We present a simple stochastic agent-based community finding algorithm. Our 
algorithm is tested on network data from the Zachary karate club study, data from 
Victor Hugo's Les Miserables and data obtained from a musical piece by J.S. Bach. 
In all three cases, the algorithm partitions the vertices of the graph sensibly. 

1 Introduction 

Assume that we have a data set with a graph representation G = (V, E) where the 
vertices represent objects and edges represent some relationship between these objects ^. 
The goal of a community-finding algorithm is to partition the vertices of the graph into 
groups which, hopefully, provide insight into the structure of the relationships in G. 

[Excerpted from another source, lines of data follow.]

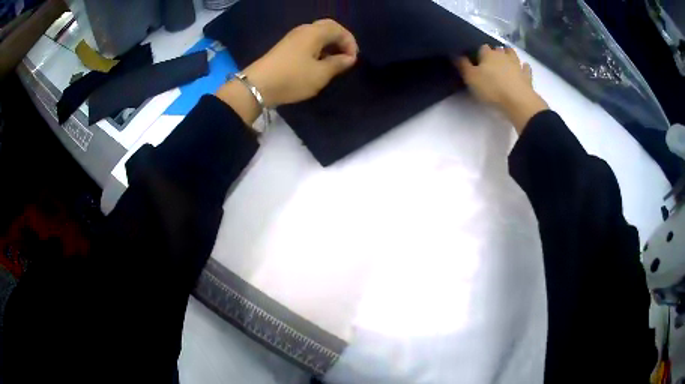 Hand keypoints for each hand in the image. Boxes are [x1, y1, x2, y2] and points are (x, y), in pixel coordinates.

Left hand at [217, 19, 358, 124]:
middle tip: (346, 57)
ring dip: (329, 46)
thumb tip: (349, 58)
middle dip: (340, 41)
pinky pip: (308, 43)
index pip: (338, 29)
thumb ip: (338, 64)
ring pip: (317, 36)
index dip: (350, 42)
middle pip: (327, 28)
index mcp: (314, 33)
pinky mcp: (285, 48)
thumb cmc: (292, 78)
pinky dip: (318, 49)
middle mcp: (303, 31)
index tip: (352, 60)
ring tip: (334, 63)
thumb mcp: (320, 74)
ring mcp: (292, 38)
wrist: (257, 86)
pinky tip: (318, 63)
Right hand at [455, 45, 548, 133]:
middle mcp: (503, 56)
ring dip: (509, 54)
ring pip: (512, 54)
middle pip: (498, 49)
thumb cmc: (492, 89)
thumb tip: (456, 54)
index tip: (475, 59)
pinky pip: (526, 68)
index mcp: (488, 54)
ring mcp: (517, 65)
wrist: (518, 102)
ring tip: (506, 57)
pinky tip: (523, 66)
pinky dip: (524, 66)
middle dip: (494, 52)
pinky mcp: (527, 76)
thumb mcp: (471, 78)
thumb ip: (463, 65)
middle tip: (490, 59)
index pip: (481, 48)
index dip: (478, 52) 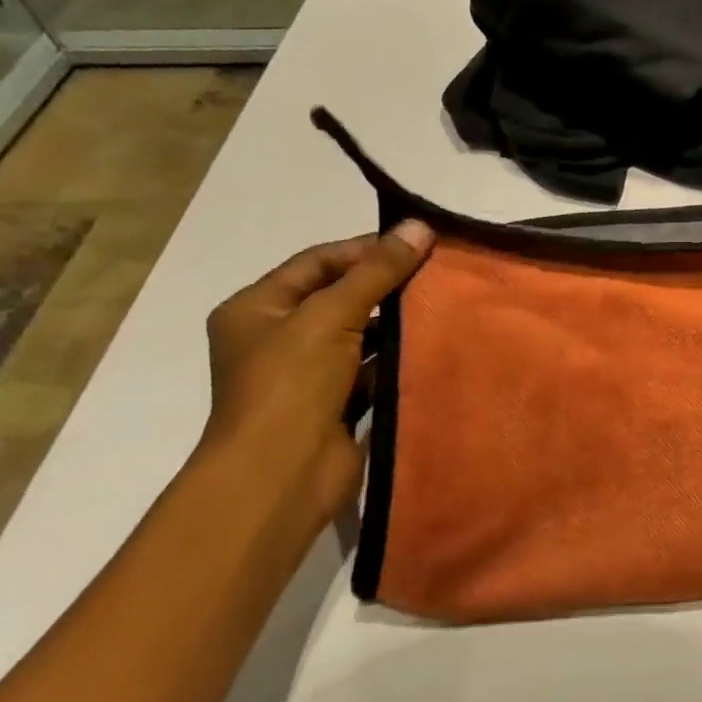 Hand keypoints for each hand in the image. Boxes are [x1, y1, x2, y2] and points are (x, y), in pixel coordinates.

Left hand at [198, 222, 433, 542]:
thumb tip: (419, 226)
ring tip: (444, 305)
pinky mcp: (336, 405)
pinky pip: (373, 371)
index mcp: (257, 308)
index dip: (365, 249)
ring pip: (360, 335)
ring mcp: (307, 375)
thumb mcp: (331, 316)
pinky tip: (434, 346)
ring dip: (397, 323)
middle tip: (438, 272)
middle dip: (387, 285)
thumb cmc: (291, 384)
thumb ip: (376, 272)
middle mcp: (278, 337)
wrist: (281, 475)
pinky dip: (399, 359)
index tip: (417, 242)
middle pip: (340, 297)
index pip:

Determining community-structure is arguably not a well-defined problem. It is not 
obvious how one should rigorously define the notion of a "community". Consequently, 
interpreting the results of a community-finding algorithm can be a qualitative process in 
which one can only hope to uncover a meaningful partitioning of the vertices. However, 
there is an abundance of research showing that many community-finding algorithms 
provide similar and sensible results. Moreover, these algorithms can be tested on real 
world data and, therefore, some measure of correctness can be obtained. Together, these 
points lend credibility to the idea that such algorithms are indeed consistently measuring 
some structural property of the graph in question. 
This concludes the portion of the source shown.